Your objective:
Where does the word "highway" show up in the data? Please find each such line and copy it.

Supplied records:
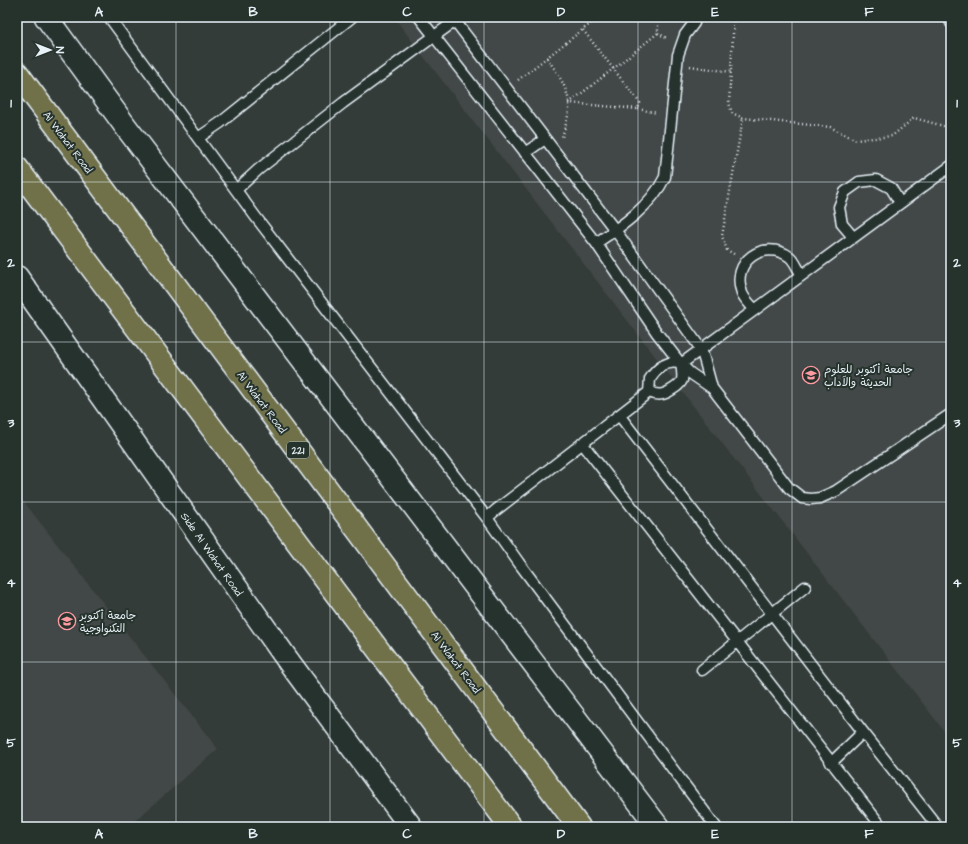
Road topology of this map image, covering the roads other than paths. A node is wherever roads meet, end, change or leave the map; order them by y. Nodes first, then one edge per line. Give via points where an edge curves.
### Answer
1 (46, 17) edge
2 (109, 17) edge
3 (352, 17) edge
4 (419, 17) edge
5 (696, 17) edge
6 (949, 17) edge
7 (453, 19) edge
8 (951, 23) edge
9 (433, 36) junction
10 (17, 73) edge
11 (198, 138) junction
12 (545, 139) junction
13 (525, 153) junction
14 (951, 166) edge
15 (17, 168) edge
16 (236, 190) junction
17 (900, 203) junction
18 (615, 230) junction
19 (853, 237) junction
20 (596, 243) junction
21 (802, 275) junction
22 (17, 278) edge
23 (755, 310) junction
24 (700, 350) junction
25 (681, 364) junction
26 (712, 388) junction
27 (649, 392) junction
28 (951, 414) edge
29 (619, 415) junction
30 (582, 443) junction
31 (487, 518) junction
32 (805, 587) dead end
33 (772, 613) junction
34 (736, 642) junction
35 (702, 670) dead end
36 (863, 732) junction
37 (831, 763) junction
38 (411, 827) edge
39 (511, 827) edge
40 (579, 827) edge
41 (658, 827) edge
42 (716, 827) edge
43 (882, 827) edge
44 (938, 827) edge

1 - 41 street via 126,127
2 - 11 lane
3 - 11 lane
4 - 9 lane
5 - 18 lane via 685,35 678,55 665,177 651,199
6 - 8 lane
7 - 9 lane
7 - 12 lane
9 - 13 lane
9 - 16 lane via 259,168
10 - 40 highway, Al Wahat Road / 221
11 - 16 lane
12 - 13 lane
12 - 18 lane
13 - 20 lane
14 - 17 lane
15 - 39 highway
16 - 31 lane
17 - 19 lane
17 - 19 lane via 891,188 876,180 859,182 845,192 839,208 842,224
18 - 20 lane
18 - 24 lane
19 - 21 lane
20 - 25 lane
21 - 23 lane
21 - 23 lane via 791,258 776,250 759,251 745,261 739,277 742,294
22 - 38 street, Side Al Wahat Road via 289,662
23 - 24 lane
24 - 25 lane
24 - 26 lane
25 - 26 lane via 690,374
25 - 27 lane via 672,361 663,365 650,379
25 - 27 lane via 682,377 678,385 663,395
26 - 28 lane via 789,488 802,498 820,498 836,491
27 - 29 lane
29 - 30 lane
29 - 33 lane
30 - 31 lane
30 - 34 lane
31 - 42 lane
32 - 33 lane
33 - 34 lane
33 - 36 lane
34 - 35 lane
34 - 37 lane
36 - 37 lane
36 - 44 lane
37 - 43 lane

Response to this task:
10 - 40 highway, Al Wahat Road / 221
15 - 39 highway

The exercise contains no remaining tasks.